Required work
Look through the lines below and copy each one that includes "road".

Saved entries
══════════
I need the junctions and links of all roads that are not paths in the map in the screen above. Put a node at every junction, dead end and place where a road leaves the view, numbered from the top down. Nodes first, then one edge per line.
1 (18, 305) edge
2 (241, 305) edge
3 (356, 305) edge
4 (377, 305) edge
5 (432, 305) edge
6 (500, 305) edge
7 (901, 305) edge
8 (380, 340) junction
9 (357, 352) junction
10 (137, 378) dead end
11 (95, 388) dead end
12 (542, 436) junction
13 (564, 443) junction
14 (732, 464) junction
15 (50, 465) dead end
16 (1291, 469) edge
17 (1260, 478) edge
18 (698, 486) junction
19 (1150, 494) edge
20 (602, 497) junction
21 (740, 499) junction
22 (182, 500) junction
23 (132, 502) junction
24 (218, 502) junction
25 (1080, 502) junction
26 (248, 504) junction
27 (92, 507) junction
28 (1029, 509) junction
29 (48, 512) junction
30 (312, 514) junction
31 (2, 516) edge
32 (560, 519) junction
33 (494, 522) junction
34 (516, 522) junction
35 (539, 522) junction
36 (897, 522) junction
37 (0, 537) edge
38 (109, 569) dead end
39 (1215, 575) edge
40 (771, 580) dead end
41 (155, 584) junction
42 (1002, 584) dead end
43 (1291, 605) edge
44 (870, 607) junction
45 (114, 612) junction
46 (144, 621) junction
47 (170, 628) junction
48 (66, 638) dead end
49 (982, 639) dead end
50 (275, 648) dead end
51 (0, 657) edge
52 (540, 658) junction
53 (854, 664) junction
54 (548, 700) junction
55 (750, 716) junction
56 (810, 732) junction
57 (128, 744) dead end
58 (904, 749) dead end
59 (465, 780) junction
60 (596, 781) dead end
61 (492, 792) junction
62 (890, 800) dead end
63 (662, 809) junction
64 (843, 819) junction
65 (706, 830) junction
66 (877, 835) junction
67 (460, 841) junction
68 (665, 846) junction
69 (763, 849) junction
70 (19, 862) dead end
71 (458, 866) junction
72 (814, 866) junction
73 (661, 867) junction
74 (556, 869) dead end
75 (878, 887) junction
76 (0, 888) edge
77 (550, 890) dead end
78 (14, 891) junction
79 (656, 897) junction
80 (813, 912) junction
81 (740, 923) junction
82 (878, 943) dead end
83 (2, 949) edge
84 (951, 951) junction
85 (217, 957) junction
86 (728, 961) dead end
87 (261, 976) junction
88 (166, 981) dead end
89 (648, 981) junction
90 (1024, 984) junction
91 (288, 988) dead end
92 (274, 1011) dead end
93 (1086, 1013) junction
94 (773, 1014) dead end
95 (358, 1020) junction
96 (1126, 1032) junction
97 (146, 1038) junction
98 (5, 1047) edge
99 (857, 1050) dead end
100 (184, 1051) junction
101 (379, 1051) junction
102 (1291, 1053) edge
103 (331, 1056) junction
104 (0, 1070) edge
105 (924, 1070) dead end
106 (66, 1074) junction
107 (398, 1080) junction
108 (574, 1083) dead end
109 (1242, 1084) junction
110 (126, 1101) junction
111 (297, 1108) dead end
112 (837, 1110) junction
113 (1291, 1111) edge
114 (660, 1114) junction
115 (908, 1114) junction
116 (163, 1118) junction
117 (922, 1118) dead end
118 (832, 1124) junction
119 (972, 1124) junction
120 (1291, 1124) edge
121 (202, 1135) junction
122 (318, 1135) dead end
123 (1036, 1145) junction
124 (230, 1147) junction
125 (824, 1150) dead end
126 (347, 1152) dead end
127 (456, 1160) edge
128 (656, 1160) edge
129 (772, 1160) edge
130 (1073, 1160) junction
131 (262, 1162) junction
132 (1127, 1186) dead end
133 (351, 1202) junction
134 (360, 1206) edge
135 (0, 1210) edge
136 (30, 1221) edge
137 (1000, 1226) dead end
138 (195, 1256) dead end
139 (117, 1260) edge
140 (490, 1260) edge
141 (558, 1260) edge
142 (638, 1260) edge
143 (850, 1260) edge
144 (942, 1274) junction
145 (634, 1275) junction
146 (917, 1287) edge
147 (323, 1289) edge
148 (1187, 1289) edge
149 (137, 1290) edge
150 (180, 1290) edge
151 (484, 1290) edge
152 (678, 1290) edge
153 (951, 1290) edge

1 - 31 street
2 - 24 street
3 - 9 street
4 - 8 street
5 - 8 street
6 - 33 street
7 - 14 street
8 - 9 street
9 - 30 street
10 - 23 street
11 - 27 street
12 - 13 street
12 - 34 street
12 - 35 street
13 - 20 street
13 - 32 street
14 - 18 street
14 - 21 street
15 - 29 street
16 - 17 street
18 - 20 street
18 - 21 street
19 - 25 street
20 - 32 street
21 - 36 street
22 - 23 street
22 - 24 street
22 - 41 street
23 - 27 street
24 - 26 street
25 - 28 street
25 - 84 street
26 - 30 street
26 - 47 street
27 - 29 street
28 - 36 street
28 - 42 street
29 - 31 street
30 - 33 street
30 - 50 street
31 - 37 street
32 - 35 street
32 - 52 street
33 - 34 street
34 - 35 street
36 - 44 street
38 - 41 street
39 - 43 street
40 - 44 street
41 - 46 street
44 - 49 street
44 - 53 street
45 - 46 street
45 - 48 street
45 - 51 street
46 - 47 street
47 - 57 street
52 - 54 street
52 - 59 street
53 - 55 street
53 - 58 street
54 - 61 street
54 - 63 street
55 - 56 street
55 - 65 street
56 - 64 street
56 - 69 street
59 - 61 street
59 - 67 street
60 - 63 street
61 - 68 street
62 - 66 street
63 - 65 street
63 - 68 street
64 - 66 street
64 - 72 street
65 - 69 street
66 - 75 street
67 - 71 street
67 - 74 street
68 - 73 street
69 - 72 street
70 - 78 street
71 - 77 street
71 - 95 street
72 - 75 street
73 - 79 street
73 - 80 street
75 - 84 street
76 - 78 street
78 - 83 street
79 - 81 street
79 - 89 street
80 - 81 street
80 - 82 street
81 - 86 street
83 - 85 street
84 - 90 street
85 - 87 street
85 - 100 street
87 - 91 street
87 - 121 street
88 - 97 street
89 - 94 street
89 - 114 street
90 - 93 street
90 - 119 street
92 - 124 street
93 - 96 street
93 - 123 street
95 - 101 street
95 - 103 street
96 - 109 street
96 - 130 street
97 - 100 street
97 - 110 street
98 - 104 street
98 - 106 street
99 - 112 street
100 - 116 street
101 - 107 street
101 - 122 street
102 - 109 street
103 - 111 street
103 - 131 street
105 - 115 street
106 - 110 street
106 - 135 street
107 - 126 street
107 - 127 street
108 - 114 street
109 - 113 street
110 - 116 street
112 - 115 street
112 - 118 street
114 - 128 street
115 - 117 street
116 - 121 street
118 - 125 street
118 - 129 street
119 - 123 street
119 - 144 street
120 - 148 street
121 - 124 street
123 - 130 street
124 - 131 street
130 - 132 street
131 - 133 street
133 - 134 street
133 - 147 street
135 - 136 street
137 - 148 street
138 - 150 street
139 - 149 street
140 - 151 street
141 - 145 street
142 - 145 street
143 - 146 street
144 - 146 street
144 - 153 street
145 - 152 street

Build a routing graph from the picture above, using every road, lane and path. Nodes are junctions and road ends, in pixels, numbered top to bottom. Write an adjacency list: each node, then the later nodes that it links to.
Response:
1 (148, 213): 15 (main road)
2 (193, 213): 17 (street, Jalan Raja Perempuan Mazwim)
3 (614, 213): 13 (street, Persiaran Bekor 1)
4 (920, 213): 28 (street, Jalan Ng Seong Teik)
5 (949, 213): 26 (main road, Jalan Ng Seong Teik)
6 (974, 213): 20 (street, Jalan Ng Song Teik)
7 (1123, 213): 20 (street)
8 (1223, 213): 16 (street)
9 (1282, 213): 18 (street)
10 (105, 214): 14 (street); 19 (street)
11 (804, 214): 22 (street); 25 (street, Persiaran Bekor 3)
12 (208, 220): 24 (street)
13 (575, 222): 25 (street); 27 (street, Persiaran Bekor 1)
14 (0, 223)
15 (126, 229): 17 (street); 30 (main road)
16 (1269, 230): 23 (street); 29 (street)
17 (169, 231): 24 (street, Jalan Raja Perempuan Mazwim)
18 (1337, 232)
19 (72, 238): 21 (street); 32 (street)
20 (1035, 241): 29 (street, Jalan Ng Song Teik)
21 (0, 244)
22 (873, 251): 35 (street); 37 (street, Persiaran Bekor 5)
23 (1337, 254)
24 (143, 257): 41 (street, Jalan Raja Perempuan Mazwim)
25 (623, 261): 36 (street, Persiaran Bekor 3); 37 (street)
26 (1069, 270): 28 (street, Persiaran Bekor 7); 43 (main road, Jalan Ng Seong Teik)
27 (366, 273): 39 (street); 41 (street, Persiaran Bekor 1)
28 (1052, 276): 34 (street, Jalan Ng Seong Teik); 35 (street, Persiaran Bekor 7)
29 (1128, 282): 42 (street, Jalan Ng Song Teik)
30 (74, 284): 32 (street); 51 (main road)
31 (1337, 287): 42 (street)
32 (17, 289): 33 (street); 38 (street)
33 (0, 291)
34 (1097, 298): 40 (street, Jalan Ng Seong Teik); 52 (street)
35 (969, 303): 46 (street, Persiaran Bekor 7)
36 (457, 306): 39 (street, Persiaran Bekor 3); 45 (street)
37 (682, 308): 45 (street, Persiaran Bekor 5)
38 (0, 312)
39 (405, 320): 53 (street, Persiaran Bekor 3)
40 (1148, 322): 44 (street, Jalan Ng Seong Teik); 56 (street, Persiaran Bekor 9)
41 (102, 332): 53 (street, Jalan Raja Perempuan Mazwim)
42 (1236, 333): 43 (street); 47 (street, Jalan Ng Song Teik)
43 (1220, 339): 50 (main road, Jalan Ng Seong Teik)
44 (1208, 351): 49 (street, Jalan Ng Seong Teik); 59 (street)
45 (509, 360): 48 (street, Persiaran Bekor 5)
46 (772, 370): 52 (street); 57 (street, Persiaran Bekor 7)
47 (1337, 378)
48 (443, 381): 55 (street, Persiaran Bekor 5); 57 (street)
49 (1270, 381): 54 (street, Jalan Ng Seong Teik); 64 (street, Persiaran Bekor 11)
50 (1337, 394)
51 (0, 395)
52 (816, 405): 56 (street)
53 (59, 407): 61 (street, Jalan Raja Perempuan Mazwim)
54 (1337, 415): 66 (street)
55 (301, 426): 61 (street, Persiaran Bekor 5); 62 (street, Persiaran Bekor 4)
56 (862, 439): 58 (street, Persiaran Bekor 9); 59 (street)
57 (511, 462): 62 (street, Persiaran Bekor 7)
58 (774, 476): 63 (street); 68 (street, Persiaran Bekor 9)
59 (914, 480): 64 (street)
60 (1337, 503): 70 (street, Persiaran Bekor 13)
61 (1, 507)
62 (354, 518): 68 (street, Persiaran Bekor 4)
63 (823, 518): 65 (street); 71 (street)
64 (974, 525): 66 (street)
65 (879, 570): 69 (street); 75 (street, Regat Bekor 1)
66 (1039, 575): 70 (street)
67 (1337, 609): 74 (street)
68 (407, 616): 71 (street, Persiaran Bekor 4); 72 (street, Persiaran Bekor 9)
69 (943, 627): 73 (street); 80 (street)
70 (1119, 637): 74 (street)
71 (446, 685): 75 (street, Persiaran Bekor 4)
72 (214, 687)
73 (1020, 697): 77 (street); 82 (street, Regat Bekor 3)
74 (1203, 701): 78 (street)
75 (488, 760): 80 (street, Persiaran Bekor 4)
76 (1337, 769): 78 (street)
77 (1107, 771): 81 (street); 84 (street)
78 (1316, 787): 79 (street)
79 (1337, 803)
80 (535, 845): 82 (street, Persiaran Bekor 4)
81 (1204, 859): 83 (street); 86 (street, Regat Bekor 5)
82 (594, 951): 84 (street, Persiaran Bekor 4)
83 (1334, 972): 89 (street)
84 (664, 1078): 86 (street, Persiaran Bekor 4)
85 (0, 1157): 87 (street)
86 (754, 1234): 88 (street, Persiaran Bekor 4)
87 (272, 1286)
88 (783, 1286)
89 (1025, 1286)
══════════
Answer
I need the junctions and links of all roads that are not paths in the map in the screen above. Put a node at every junction, dead end and place where a road leaves the view, numbered from the top down. Nodes first, then one edge per line.
Build a routing graph from the picture above, using every road, lane and path. Nodes are junctions and road ends, in pixels, numbered top to bottom. Write an adjacency list: each node, then the later nodes that it links to.
1 (148, 213): 15 (main road)
5 (949, 213): 26 (main road, Jalan Ng Seong Teik)
15 (126, 229): 17 (street); 30 (main road)
26 (1069, 270): 28 (street, Persiaran Bekor 7); 43 (main road, Jalan Ng Seong Teik)
30 (74, 284): 32 (street); 51 (main road)
43 (1220, 339): 50 (main road, Jalan Ng Seong Teik)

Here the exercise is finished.